-- Extracted records follows --

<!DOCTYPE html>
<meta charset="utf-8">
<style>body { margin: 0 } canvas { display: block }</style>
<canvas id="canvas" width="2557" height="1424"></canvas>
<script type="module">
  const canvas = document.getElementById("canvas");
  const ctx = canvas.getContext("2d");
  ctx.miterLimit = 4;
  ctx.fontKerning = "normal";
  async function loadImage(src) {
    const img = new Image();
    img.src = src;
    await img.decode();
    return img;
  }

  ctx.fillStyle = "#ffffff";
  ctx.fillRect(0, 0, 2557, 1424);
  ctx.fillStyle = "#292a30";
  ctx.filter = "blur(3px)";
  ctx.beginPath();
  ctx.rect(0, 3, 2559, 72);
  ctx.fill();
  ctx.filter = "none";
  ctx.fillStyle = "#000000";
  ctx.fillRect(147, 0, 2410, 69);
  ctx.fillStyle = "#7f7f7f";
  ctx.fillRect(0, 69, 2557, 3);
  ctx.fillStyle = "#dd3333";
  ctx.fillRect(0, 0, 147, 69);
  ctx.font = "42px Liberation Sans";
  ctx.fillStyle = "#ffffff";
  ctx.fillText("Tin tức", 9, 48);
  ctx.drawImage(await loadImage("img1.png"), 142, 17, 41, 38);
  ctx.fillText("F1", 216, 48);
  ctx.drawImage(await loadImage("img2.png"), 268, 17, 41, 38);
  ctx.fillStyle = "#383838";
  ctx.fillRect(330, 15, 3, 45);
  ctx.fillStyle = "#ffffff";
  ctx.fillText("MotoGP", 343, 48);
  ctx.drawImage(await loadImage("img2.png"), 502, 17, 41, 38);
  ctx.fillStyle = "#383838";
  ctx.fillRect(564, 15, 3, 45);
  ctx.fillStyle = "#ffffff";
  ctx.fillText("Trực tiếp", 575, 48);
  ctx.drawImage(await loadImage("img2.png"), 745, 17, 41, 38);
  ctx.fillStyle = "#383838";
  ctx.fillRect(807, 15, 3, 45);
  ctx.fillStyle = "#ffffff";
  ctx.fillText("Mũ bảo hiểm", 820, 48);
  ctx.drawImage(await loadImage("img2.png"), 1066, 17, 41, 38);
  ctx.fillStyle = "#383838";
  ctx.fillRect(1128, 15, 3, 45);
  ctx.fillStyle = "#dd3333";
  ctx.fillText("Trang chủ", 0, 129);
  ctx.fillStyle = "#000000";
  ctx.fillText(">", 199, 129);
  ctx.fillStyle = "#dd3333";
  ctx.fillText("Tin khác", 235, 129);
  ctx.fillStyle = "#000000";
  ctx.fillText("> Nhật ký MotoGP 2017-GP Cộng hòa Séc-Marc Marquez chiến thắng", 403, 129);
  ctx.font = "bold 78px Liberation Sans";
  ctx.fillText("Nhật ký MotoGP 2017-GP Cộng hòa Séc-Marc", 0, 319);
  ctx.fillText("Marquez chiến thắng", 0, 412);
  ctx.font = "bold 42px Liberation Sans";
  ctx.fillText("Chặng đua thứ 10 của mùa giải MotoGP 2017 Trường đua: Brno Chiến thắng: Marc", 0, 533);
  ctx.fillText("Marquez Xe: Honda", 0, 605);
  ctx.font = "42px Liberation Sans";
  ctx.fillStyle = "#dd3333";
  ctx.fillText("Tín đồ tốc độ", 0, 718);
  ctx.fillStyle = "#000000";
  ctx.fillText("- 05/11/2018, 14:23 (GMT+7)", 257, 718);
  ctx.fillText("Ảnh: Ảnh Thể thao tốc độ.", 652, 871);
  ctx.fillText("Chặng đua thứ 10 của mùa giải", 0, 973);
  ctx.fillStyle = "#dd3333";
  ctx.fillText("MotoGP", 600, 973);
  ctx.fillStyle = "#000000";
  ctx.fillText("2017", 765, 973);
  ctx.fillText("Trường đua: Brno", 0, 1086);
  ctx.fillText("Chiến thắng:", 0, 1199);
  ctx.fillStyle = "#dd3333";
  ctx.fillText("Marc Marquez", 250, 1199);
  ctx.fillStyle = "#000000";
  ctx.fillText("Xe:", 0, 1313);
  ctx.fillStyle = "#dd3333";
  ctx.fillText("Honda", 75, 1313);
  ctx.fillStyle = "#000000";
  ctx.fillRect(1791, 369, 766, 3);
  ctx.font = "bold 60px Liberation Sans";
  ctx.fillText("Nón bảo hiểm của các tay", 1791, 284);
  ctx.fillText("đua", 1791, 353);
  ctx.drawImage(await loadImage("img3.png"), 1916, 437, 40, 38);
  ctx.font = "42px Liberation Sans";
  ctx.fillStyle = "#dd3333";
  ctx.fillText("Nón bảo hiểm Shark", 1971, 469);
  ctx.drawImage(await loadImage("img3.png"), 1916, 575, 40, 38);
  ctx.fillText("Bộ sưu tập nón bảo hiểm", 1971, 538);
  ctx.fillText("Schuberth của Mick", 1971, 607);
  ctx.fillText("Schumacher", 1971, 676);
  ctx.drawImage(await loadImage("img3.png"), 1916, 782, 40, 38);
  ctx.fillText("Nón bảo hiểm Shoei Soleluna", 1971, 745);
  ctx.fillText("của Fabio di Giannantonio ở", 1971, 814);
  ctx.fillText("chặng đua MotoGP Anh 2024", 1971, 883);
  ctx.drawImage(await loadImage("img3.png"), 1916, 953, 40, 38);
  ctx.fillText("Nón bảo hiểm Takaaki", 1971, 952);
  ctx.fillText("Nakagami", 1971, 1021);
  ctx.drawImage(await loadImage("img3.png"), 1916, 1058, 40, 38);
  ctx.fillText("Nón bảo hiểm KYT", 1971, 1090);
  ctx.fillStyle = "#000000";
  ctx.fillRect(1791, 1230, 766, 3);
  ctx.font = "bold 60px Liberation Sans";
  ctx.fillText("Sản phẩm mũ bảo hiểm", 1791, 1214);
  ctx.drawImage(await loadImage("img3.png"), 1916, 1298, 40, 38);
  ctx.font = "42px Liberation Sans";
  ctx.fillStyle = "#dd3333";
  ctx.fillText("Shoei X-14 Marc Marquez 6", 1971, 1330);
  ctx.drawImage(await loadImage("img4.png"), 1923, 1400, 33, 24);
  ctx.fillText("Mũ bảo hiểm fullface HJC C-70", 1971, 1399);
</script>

-- Extracted records concluded --

Report how many lines in the records above contain the word "Cộng", giving only the number.

The answer: 2